--- WHAT TO PRODUCE ---
Every record must appear in the response exactly as given.

──────── PROVIDED RECORDS

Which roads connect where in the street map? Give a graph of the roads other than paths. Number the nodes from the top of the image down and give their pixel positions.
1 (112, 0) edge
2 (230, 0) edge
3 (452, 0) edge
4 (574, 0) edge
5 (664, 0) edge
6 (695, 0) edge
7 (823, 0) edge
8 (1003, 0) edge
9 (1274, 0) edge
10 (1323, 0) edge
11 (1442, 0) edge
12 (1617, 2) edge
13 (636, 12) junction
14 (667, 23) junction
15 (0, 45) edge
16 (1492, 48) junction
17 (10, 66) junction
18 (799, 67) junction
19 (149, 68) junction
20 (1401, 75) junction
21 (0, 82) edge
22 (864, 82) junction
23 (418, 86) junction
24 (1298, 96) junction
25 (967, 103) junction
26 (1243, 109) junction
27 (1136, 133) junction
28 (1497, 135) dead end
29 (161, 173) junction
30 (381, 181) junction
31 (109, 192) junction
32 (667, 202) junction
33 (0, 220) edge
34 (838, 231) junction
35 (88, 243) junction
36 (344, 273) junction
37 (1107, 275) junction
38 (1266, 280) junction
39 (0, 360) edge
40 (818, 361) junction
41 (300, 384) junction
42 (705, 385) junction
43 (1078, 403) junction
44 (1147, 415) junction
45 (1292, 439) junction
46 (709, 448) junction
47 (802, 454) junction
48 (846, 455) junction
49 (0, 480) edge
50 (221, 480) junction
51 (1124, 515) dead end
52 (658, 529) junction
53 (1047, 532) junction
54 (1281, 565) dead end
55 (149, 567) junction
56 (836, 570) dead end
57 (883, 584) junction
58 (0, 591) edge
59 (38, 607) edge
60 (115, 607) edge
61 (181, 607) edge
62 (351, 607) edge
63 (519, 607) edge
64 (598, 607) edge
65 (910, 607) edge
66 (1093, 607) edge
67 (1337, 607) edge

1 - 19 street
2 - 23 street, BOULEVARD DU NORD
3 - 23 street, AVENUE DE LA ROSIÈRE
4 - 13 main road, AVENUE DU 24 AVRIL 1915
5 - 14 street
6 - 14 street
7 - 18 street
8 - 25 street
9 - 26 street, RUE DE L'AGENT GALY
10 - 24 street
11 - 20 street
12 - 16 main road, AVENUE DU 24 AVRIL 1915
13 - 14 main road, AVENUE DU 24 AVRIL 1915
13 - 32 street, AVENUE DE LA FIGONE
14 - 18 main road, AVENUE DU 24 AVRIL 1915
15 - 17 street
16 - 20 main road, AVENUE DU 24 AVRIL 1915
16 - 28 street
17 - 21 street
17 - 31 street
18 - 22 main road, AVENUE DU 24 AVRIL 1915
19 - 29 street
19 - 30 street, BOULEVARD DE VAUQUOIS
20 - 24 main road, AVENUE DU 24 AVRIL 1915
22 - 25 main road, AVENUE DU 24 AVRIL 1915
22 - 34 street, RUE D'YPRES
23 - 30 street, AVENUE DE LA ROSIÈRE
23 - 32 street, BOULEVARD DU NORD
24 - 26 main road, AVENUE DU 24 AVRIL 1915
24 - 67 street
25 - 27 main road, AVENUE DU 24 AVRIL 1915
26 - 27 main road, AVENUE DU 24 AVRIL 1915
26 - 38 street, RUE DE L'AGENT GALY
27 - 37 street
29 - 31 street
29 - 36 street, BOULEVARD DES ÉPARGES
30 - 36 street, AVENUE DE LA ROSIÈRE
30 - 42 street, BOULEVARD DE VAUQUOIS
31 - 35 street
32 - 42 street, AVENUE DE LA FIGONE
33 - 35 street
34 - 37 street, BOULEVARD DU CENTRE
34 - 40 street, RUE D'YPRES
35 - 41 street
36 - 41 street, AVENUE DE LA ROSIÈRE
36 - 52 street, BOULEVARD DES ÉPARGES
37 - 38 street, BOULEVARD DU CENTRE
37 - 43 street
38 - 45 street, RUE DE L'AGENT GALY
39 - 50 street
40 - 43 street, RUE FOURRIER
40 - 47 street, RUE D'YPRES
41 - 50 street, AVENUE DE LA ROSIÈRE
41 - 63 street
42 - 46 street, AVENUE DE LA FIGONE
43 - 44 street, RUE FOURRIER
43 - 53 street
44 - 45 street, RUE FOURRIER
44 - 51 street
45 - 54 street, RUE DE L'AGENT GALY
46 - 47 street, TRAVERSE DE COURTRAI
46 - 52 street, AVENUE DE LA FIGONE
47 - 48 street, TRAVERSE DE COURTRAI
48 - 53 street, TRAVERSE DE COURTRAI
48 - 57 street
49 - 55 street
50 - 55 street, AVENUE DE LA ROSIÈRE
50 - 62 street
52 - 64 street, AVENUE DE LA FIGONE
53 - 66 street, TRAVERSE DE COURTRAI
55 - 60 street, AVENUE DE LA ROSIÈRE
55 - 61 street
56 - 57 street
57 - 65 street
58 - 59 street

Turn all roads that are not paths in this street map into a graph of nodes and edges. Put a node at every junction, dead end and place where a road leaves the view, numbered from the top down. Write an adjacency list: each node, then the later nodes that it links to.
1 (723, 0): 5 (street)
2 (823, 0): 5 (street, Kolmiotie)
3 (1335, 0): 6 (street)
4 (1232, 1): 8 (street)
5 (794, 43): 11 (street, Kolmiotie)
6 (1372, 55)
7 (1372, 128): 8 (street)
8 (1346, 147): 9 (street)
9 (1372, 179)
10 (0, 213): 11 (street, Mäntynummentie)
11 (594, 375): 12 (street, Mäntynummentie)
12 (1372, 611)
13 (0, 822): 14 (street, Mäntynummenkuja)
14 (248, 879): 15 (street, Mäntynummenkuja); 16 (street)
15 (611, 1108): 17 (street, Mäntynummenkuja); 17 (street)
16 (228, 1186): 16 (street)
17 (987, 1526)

────────────────

--- ANSWER AREA ---
Which roads connect where in the street map? Give a graph of the roads other than paths. Number the nodes from the top of the image down and give their pixel positions.
1 (112, 0) edge
2 (230, 0) edge
3 (452, 0) edge
4 (574, 0) edge
5 (664, 0) edge
6 (695, 0) edge
7 (823, 0) edge
8 (1003, 0) edge
9 (1274, 0) edge
10 (1323, 0) edge
11 (1442, 0) edge
12 (1617, 2) edge
13 (636, 12) junction
14 (667, 23) junction
15 (0, 45) edge
16 (1492, 48) junction
17 (10, 66) junction
18 (799, 67) junction
19 (149, 68) junction
20 (1401, 75) junction
21 (0, 82) edge
22 (864, 82) junction
23 (418, 86) junction
24 (1298, 96) junction
25 (967, 103) junction
26 (1243, 109) junction
27 (1136, 133) junction
28 (1497, 135) dead end
29 (161, 173) junction
30 (381, 181) junction
31 (109, 192) junction
32 (667, 202) junction
33 (0, 220) edge
34 (838, 231) junction
35 (88, 243) junction
36 (344, 273) junction
37 (1107, 275) junction
38 (1266, 280) junction
39 (0, 360) edge
40 (818, 361) junction
41 (300, 384) junction
42 (705, 385) junction
43 (1078, 403) junction
44 (1147, 415) junction
45 (1292, 439) junction
46 (709, 448) junction
47 (802, 454) junction
48 (846, 455) junction
49 (0, 480) edge
50 (221, 480) junction
51 (1124, 515) dead end
52 (658, 529) junction
53 (1047, 532) junction
54 (1281, 565) dead end
55 (149, 567) junction
56 (836, 570) dead end
57 (883, 584) junction
58 (0, 591) edge
59 (38, 607) edge
60 (115, 607) edge
61 (181, 607) edge
62 (351, 607) edge
63 (519, 607) edge
64 (598, 607) edge
65 (910, 607) edge
66 (1093, 607) edge
67 (1337, 607) edge

1 - 19 street
2 - 23 street, BOULEVARD DU NORD
3 - 23 street, AVENUE DE LA ROSIÈRE
4 - 13 main road, AVENUE DU 24 AVRIL 1915
5 - 14 street
6 - 14 street
7 - 18 street
8 - 25 street
9 - 26 street, RUE DE L'AGENT GALY
10 - 24 street
11 - 20 street
12 - 16 main road, AVENUE DU 24 AVRIL 1915
13 - 14 main road, AVENUE DU 24 AVRIL 1915
13 - 32 street, AVENUE DE LA FIGONE
14 - 18 main road, AVENUE DU 24 AVRIL 1915
15 - 17 street
16 - 20 main road, AVENUE DU 24 AVRIL 1915
16 - 28 street
17 - 21 street
17 - 31 street
18 - 22 main road, AVENUE DU 24 AVRIL 1915
19 - 29 street
19 - 30 street, BOULEVARD DE VAUQUOIS
20 - 24 main road, AVENUE DU 24 AVRIL 1915
22 - 25 main road, AVENUE DU 24 AVRIL 1915
22 - 34 street, RUE D'YPRES
23 - 30 street, AVENUE DE LA ROSIÈRE
23 - 32 street, BOULEVARD DU NORD
24 - 26 main road, AVENUE DU 24 AVRIL 1915
24 - 67 street
25 - 27 main road, AVENUE DU 24 AVRIL 1915
26 - 27 main road, AVENUE DU 24 AVRIL 1915
26 - 38 street, RUE DE L'AGENT GALY
27 - 37 street
29 - 31 street
29 - 36 street, BOULEVARD DES ÉPARGES
30 - 36 street, AVENUE DE LA ROSIÈRE
30 - 42 street, BOULEVARD DE VAUQUOIS
31 - 35 street
32 - 42 street, AVENUE DE LA FIGONE
33 - 35 street
34 - 37 street, BOULEVARD DU CENTRE
34 - 40 street, RUE D'YPRES
35 - 41 street
36 - 41 street, AVENUE DE LA ROSIÈRE
36 - 52 street, BOULEVARD DES ÉPARGES
37 - 38 street, BOULEVARD DU CENTRE
37 - 43 street
38 - 45 street, RUE DE L'AGENT GALY
39 - 50 street
40 - 43 street, RUE FOURRIER
40 - 47 street, RUE D'YPRES
41 - 50 street, AVENUE DE LA ROSIÈRE
41 - 63 street
42 - 46 street, AVENUE DE LA FIGONE
43 - 44 street, RUE FOURRIER
43 - 53 street
44 - 45 street, RUE FOURRIER
44 - 51 street
45 - 54 street, RUE DE L'AGENT GALY
46 - 47 street, TRAVERSE DE COURTRAI
46 - 52 street, AVENUE DE LA FIGONE
47 - 48 street, TRAVERSE DE COURTRAI
48 - 53 street, TRAVERSE DE COURTRAI
48 - 57 street
49 - 55 street
50 - 55 street, AVENUE DE LA ROSIÈRE
50 - 62 street
52 - 64 street, AVENUE DE LA FIGONE
53 - 66 street, TRAVERSE DE COURTRAI
55 - 60 street, AVENUE DE LA ROSIÈRE
55 - 61 street
56 - 57 street
57 - 65 street
58 - 59 street

Turn all roads that are not paths in this street map into a graph of nodes and edges. Put a node at every junction, dead end and place where a road leaves the view, numbered from the top down. Write an adjacency list: each node, then the later nodes that it links to.
1 (723, 0): 5 (street)
2 (823, 0): 5 (street, Kolmiotie)
3 (1335, 0): 6 (street)
4 (1232, 1): 8 (street)
5 (794, 43): 11 (street, Kolmiotie)
6 (1372, 55)
7 (1372, 128): 8 (street)
8 (1346, 147): 9 (street)
9 (1372, 179)
10 (0, 213): 11 (street, Mäntynummentie)
11 (594, 375): 12 (street, Mäntynummentie)
12 (1372, 611)
13 (0, 822): 14 (street, Mäntynummenkuja)
14 (248, 879): 15 (street, Mäntynummenkuja); 16 (street)
15 (611, 1108): 17 (street, Mäntynummenkuja); 17 (street)
16 (228, 1186): 16 (street)
17 (987, 1526)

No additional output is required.